Notch-1 is a cell fate regulatory protein and a potent breast oncogene. Notch-1 and its ligand Jagged-1 are over-expressed in human breast cancers that are associated with poor overall survival (Reedijk, Odorcic et al. 2005). Deregulated Notch signaling may contribute to tumorigenesis by increasing proliferation, inhibiting differentiation, and preventing apoptosis (Miele, Golde et al. 2006). The mitogen-activated protein kinase (MAPK) pathway is a critical cell signaling pathway that has been implicated in the development and progression of cancer (Hanahan and Weinberg 2000). Four major MAPK pathways are involved in both cell growth and apoptosis. The regulation of these pathways is critical for cell fate decisions (Boutros, Chevet et al. 2008). One of the major MAPK subfamilies is the Extracellular Signal Regulated Kinases 1/2 (ERK ½, or p44/p42) signaling cascade. Hyper-activated ERK1/2 has been implicated in a large subset of mammary tumors and low ERK1/2 activity in primary breast tumors correlates with longer relapse-free survival (Mueller, Flury et al. 2000). Activation of ERK1/2 results in signals that stimulate proliferation (Pearson, Robinson et al. 2001), differentiation (Pearson, Robinson et al. 2001), survival (Pearson, Robinson et al. 2001), angiogenesis (Pages, Milanini et al. 2000), motility (Joslin, Opresko et al. 2007), and invasion (Price, Avraham et al. 2002); all of which contribute to breast cancer progression.
The overall objective of this thesis is to identify a novel crosstalk between Notch-1 and ERK1/2 signaling and to understand the mechanism of this crosstalk in breast cancer. The hypothesis of this project is: Notch-1 specifically activates ERK1/2 in multiple breast cancer subtypes through Aim 1A. Inhibition of MKP-1, a negative regulator of ERK1/2; Aim 1B. Activation of a receptor tyrosine kinase; Aim 2. Upregulation of MEK1/2, the activating kinase of ERK.

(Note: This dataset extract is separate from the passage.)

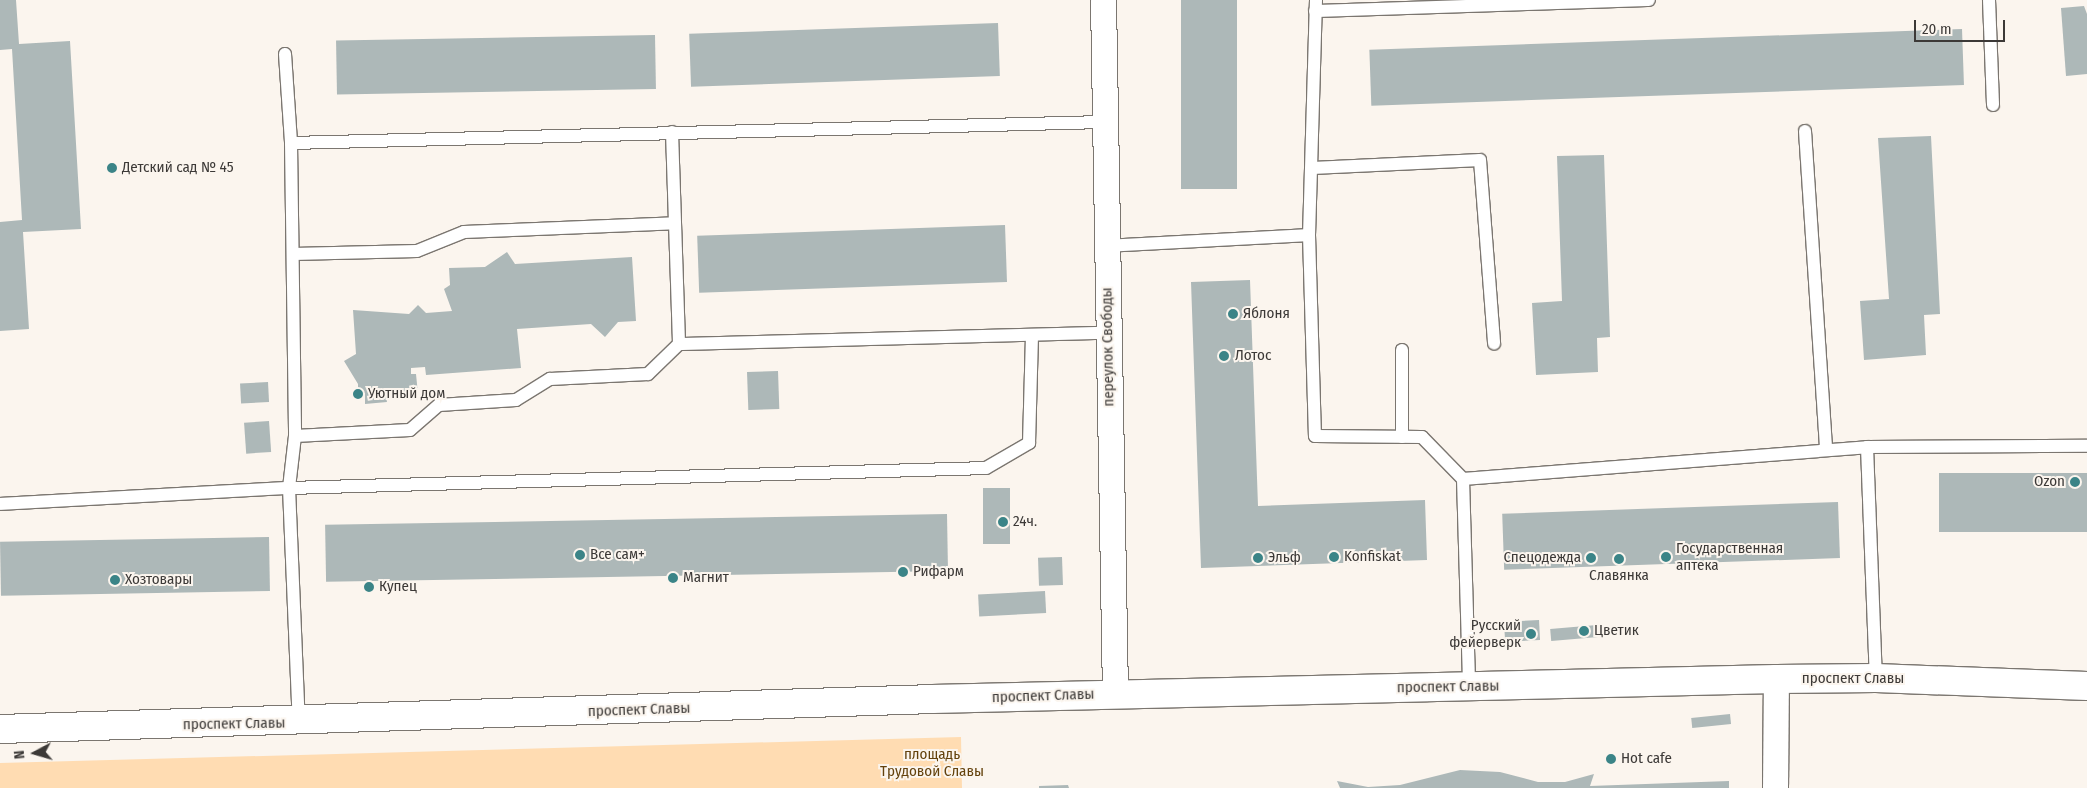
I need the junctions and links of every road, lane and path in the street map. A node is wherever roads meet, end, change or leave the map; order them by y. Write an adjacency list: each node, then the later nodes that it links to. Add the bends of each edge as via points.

The first aim defines the crosstalk between Notch-1 and MKP-1. We demonstrate that Notch-1 downregulates transcription of MKP-1, but upregulates MKP-1 protein levels, suggesting that Notch-1 regulation of ERK may be downstream of MKP-1. Additionally, the first aim defines Notch crosstalk with receptor tyrosine kinases (RTKs) in MCF-7 and BT474 breast cancer cells. In a cell line with high ERK1/2 activity (MCF-7), the vascular endothelial growth factor receptor 3 (VEGFR3) was highly phosphorylated. Activity of VEGFR3 was abrogated upon Notch-1 inhibition, which correlated with a decrease in ERK activity. BT474 sensitive cells, which have low ERK activity, also had low VEGFR3 phosphorylation, which was not affected by Notch-1. The differences in VEGFR3 activity may account for the varying levels of ERK phosphorylation among cell lines, but Notch-1 activation of ERK is most probably not through activation of an RTK. In the second aim, overexpression of Notch-1 induced ERK phosphorylation and this effect was abrogated by inhibition of MEK. Inhibiting the proteasome caused a significant increase in ERK phosphorylation and Notch-1 protein, indicating that Notch-1 stabilization may be critical for ERK activation. Taken together, these results suggest that Notch-1 is activating ERK1/2 in multiple subsets of breast cancer. This novel crosstalk may be regulated by stabilization of Notch-1 protein, which appears to involve MEK1/2 or ERK1/2 activity. Future investigations will aim to determine the exact mechanism of Notch-1 activation of ERK and the role of MEK or ERK in Notch-1 stabilization.